## DIRECTIONS
What lines of the listing below contain the word "numbered"? Copy each of them out.

## MATERIAL FOR THE TASK
+===+

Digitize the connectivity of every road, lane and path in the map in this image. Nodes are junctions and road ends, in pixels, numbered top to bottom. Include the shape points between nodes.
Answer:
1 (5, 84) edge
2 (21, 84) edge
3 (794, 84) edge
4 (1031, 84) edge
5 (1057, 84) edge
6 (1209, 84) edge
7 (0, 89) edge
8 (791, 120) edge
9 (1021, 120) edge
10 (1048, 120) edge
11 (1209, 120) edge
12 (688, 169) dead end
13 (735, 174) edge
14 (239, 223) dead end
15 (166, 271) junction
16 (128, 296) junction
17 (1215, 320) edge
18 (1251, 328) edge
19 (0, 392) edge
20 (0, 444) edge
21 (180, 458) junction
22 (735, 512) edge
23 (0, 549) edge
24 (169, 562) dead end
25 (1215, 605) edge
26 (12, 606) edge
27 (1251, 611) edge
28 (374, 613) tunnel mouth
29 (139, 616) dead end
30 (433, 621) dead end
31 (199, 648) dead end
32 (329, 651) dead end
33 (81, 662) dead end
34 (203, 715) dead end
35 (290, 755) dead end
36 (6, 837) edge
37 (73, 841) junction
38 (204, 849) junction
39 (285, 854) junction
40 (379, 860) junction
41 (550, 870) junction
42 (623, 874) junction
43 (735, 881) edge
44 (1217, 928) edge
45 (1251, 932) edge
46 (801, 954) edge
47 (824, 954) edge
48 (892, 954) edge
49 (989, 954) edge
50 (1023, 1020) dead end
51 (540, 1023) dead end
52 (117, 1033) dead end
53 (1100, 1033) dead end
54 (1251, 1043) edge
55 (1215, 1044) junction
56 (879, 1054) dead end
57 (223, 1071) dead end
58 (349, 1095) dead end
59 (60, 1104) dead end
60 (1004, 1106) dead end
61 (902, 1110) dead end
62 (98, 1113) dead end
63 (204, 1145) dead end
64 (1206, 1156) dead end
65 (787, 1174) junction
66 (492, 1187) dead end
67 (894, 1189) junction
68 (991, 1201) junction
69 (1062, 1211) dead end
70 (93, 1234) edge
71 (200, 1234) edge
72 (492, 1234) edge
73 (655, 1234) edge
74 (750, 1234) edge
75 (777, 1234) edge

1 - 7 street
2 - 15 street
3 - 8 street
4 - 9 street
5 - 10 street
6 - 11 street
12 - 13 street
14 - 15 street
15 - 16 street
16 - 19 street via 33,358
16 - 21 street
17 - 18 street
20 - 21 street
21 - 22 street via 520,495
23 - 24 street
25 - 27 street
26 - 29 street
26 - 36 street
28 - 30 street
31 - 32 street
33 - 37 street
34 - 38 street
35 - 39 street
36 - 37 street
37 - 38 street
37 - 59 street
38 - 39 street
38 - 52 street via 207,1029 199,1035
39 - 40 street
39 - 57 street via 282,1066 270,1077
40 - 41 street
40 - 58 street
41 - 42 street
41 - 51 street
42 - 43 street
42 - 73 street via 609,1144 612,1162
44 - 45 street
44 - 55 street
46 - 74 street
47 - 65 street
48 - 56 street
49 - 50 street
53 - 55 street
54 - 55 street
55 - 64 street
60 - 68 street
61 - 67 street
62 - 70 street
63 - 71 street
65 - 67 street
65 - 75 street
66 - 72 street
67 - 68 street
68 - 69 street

+===+

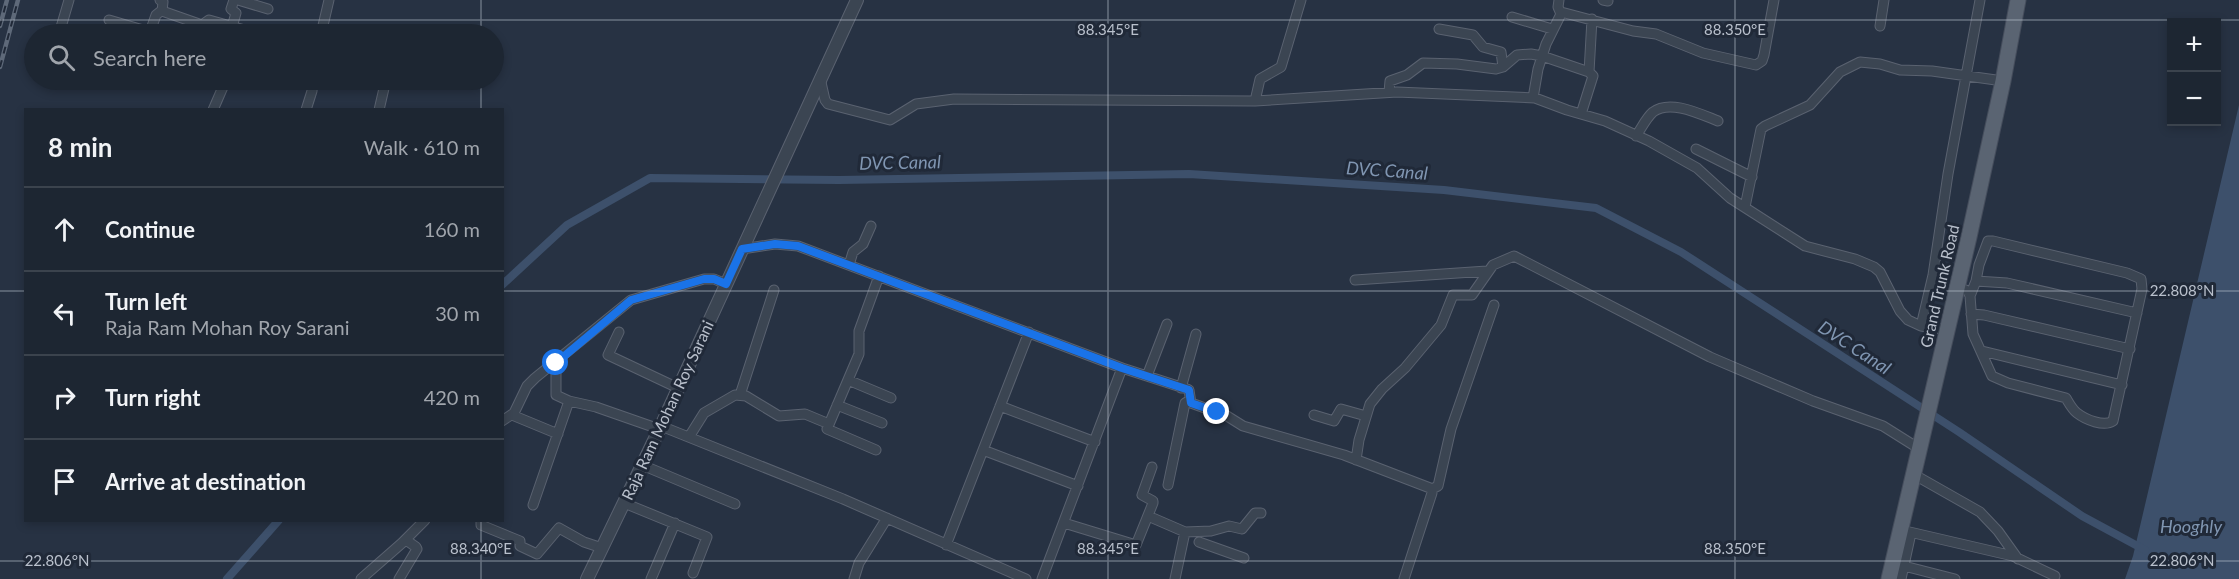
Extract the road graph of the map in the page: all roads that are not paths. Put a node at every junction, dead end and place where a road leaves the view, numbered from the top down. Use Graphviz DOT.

+===+

## RESPONSE TO THE EXERCISE
Digitize the connectivity of every road, lane and path in the map in this image. Nodes are junctions and road ends, in pixels, numbered top to bottom. Include the shape points between nodes.
Extract the road graph of the map in the page: all roads that are not paths. Put a node at every junction, dead end and place where a road leaves the view, numbered from the top down. Use Graphviz DOT.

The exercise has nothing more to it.